Wednesday, February 8, 2012

Random bits of Dutch news

Winter seems to bring out the strange stories:

“Crop circles” have appeared in the snow on ponds outside Arnhem’s WaterMuseum.  This caught my eye because I used to live a few blocks from the park – the meteorologist can’t explain it; the locals swear that they have nothing to do with it.  (The Gelderlander)

It’s actually a big open space outside the city ring road near the train station, no unusual wind patterns that might create a  microburst that cleared the surface or trees to shield the way the sun strikes the surface.  and beneath, well, it’s ice: there’s nothing to melt the snow.  I’m out of theories.

sneeuwcirkels 1 rondevanarnhem 1

80% of Netherlanders would vote Democratic if given a choice for president.  (The Volkskrant)
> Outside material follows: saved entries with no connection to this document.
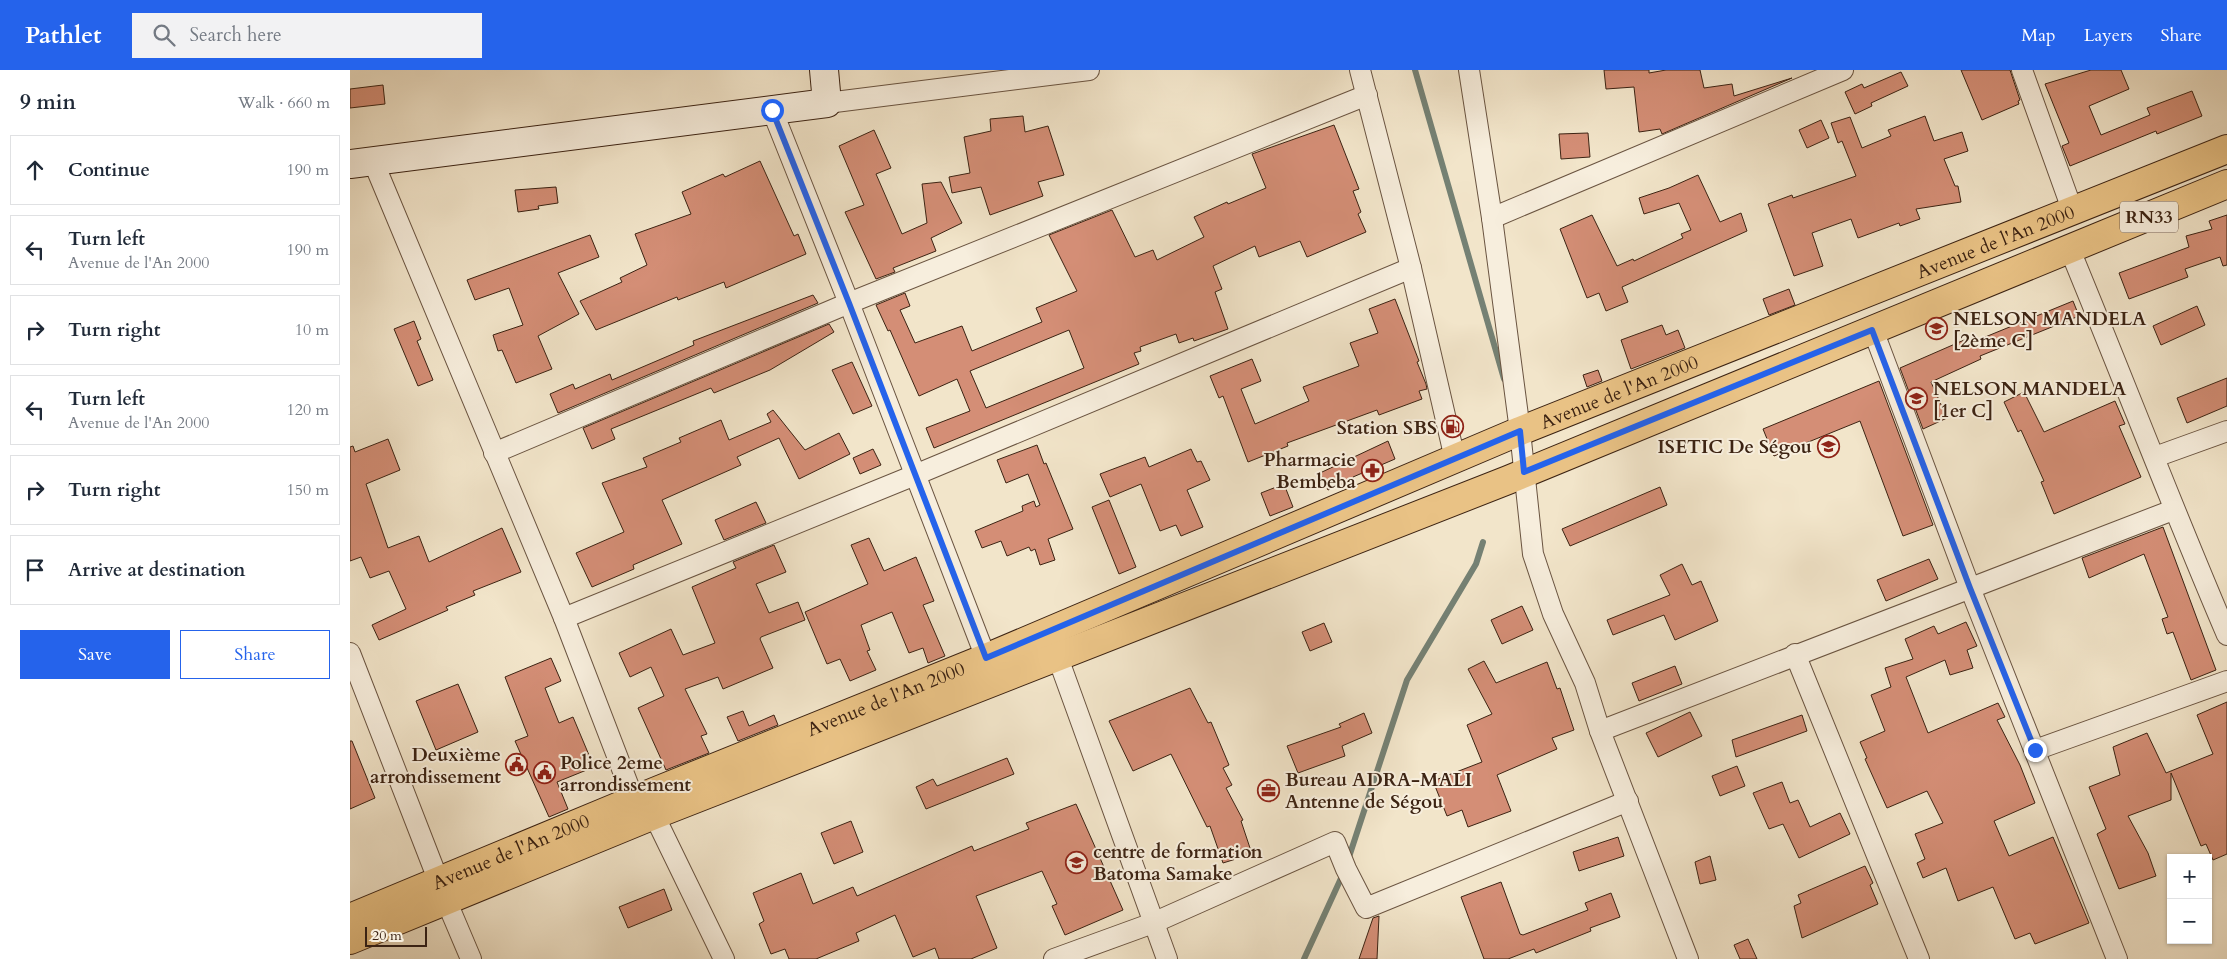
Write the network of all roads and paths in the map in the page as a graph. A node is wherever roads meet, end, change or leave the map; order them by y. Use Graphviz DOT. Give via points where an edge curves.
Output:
graph roads {
  1 [pos="824,70"];
  2 [pos="1089,70"];
  3 [pos="1360,70"];
  4 [pos="1469,70"];
  5 [pos="1843,70"];
  6 [pos="2022,70"];
  7 [pos="1367,95"];
  8 [pos="827,103"];
  9 [pos="772,110"];
  10 [pos="2227,149"];
  11 [pos="361,162"];
  12 [pos="2227,184"];
  13 [pos="2072,212"];
  14 [pos="1492,218"];
  15 [pos="2070,250"];
  16 [pos="1411,268"];
  17 [pos="849,303"];
  18 [pos="1872,330"];
  19 [pos="1520,431"];
  20 [pos="2227,432"];
  21 [pos="494,453"];
  22 [pos="2155,456"];
  23 [pos="1455,460"];
  24 [pos="1524,472"];
  25 [pos="915,475"];
  26 [pos="2173,510"];
  27 [pos="1970,588"];
  28 [pos="564,618"];
  29 [pos="2227,635"];
  30 [pos="350,653"];
  31 [pos="1795,654"];
  32 [pos="986,658"];
  33 [pos="1058,658"];
  34 [pos="2227,681"];
  35 [pos="1600,731"];
  36 [pos="2035,750"];
  37 [pos="1628,801"];
  38 [pos="644,807"];
  39 [pos="442,891"];
  40 [pos="350,918"];
  41 [pos="1153,924"];
  42 [pos="350,940"];
  43 [pos="471,959"];
  44 [pos="724,959"];
  45 [pos="1054,959"];
  46 [pos="1167,959"];
  47 [pos="1688,959"];
  48 [pos="1919,959"];
  49 [pos="2117,959"];
  1 -- 8 [label="street"];
  2 -- 8 [label="street"];
  3 -- 7 [label="street"];
  4 -- 14 [label="street"];
  5 -- 14 [label="street"];
  6 -- 13 [label="street"];
  7 -- 16 [label="street"];
  7 -- 17 [label="street"];
  8 -- 9 [label="street"];
  9 -- 11 [label="street"];
  9 -- 17 [label="street"];
  10 -- 13 [label="main road, Avenue de l'An 2000 / RN33"];
  11 -- 21 [label="street"];
  12 -- 15 [label="main road, Avenue de l'An 2000 / RN33"];
  13 -- 19 [label="main road, Avenue de l'An 2000 / RN33"];
  14 -- 19 [label="street"];
  15 -- 18 [label="main road, Avenue de l'An 2000 / RN33"];
  15 -- 22 [label="street"];
  16 -- 23 [label="street"];
  16 -- 25 [label="street"];
  17 -- 21 [label="street"];
  17 -- 25 [label="street"];
  18 -- 24 [label="main road, Avenue de l'An 2000 / RN33"];
  18 -- 27 [label="street"];
  19 -- 23 [label="main road, Avenue de l'An 2000 / RN33"];
  19 -- 24 [label="street"];
  20 -- 22 [label="street"];
  21 -- 28 [label="street"];
  22 -- 26 [label="street"];
  23 -- 32 [label="main road, Avenue de l'An 2000 / RN33"];
  24 -- 33 [label="main road, Avenue de l'An 2000 / RN33"];
  24 -- 35 [label="street" via="1533,554 1553,614 1584,682"];
  25 -- 28 [label="street"];
  25 -- 32 [label="street"];
  26 -- 27 [label="street"];
  26 -- 29 [label="street"];
  27 -- 31 [label="street"];
  27 -- 36 [label="street"];
  28 -- 38 [label="street"];
  30 -- 39 [label="street"];
  31 -- 35 [label="street"];
  31 -- 48 [label="street"];
  32 -- 38 [label="main road, Avenue de l'An 2000 / RN33"];
  33 -- 38 [label="main road, Avenue de l'An 2000 / RN33"];
  33 -- 41 [label="street"];
  34 -- 36 [label="street"];
  35 -- 37 [label="street"];
  36 -- 49 [label="street"];
  37 -- 41 [label="street" via="1366,908 1335,842"];
  37 -- 47 [label="street"];
  38 -- 39 [label="main road, Avenue de l'An 2000 / RN33"];
  38 -- 44 [label="street"];
  39 -- 40 [label="main road, Avenue de l'An 2000 / RN33"];
  39 -- 42 [label="main road, Avenue de l'An 2000 / RN33"];
  39 -- 43 [label="street"];
  41 -- 45 [label="street"];
  41 -- 46 [label="street"];
}
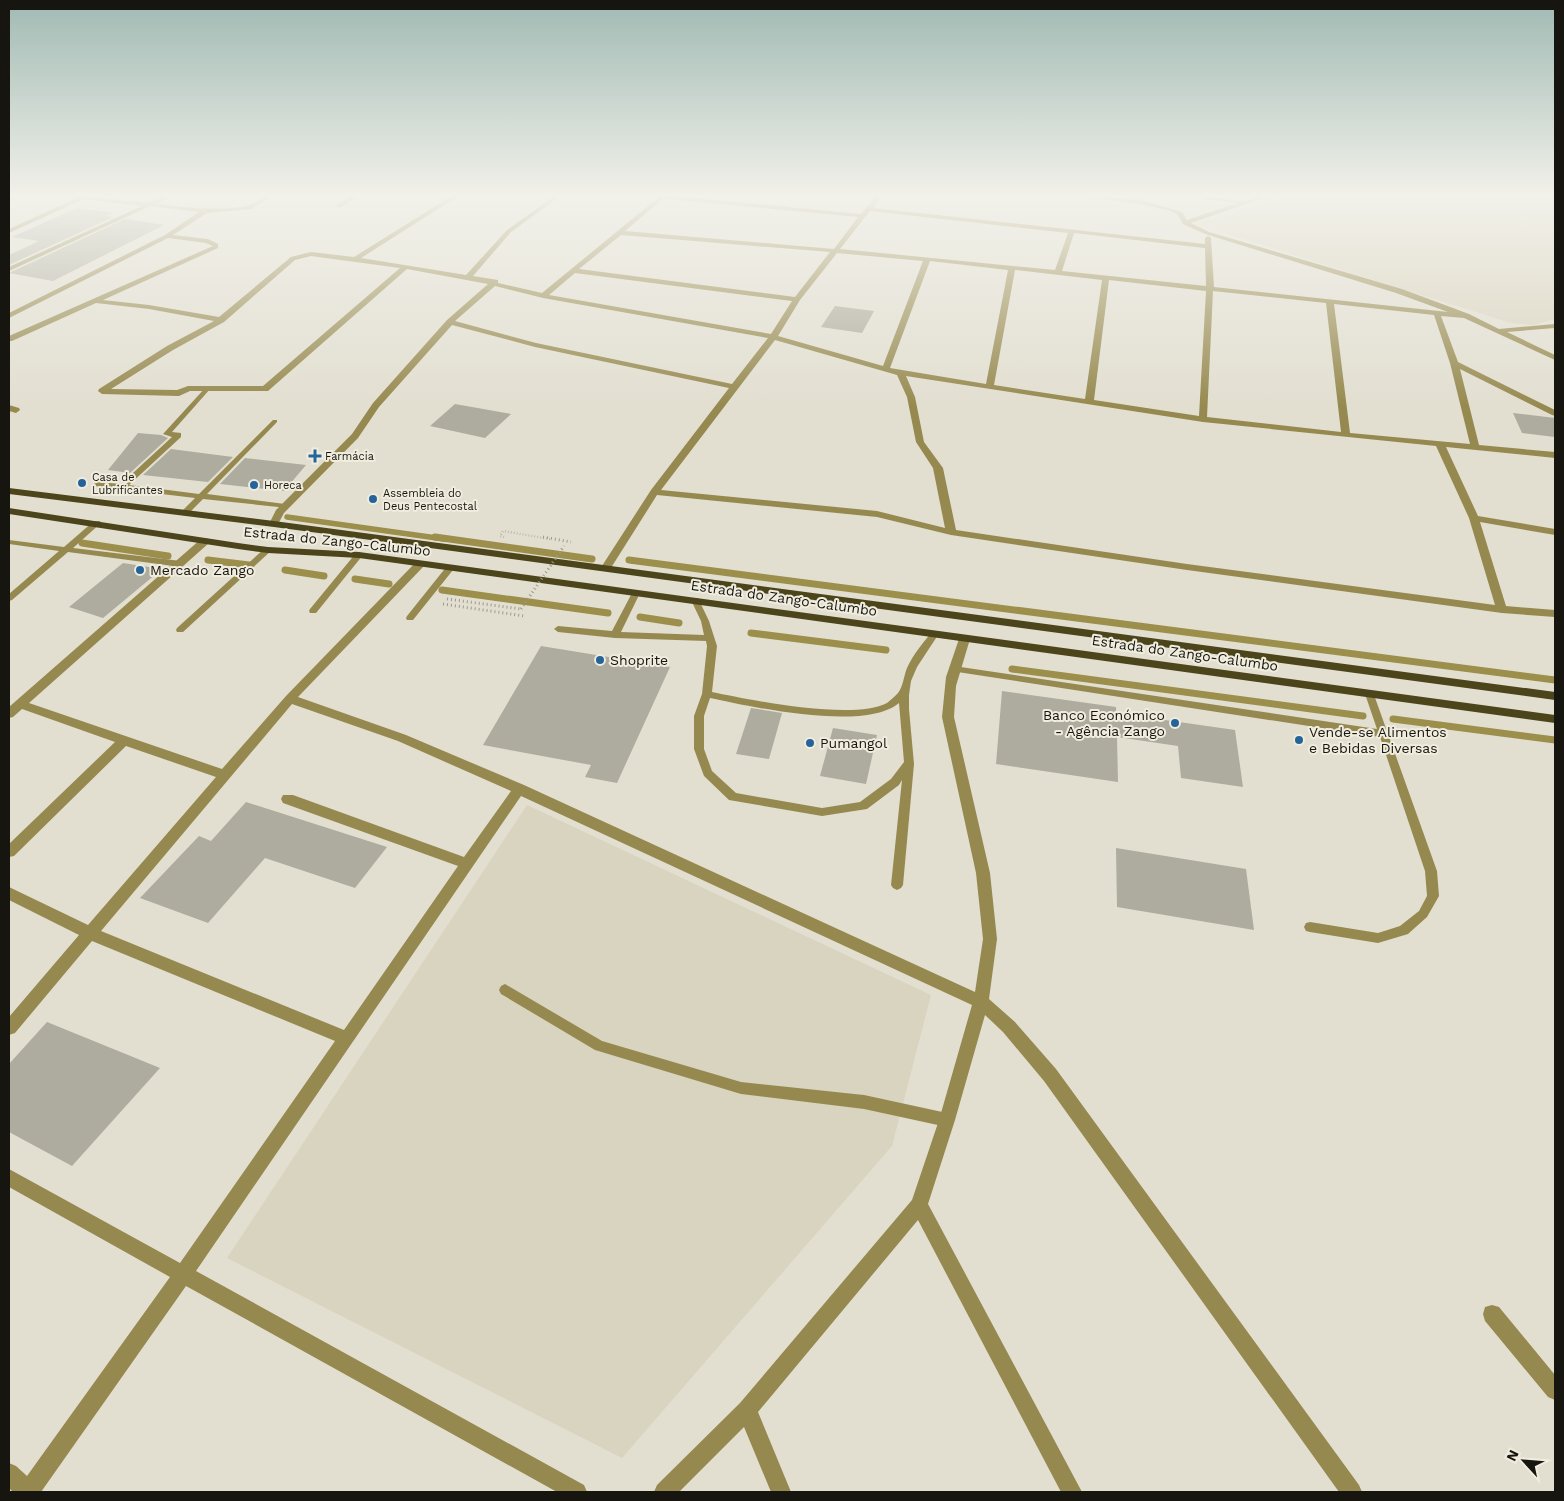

I’ve been thinking about this one for a couple of weeks.  It’s not surprising given the generally liberal politics of the Dutch, and I’m sure the Republicans baffle everyone in Europe.  Still, with the rising concerns about immigration policy, the European monetary crisis, and disenchantment with Pres. Obama, I would have expected this number to soften.

It’s interesting that the religious division between Republican and Democrat is most notable to a Dutch writer – all American politicians are quick to declare themselves Christians and to label the Bible among their favorite books, so it doesn’t distinguish politicians for us.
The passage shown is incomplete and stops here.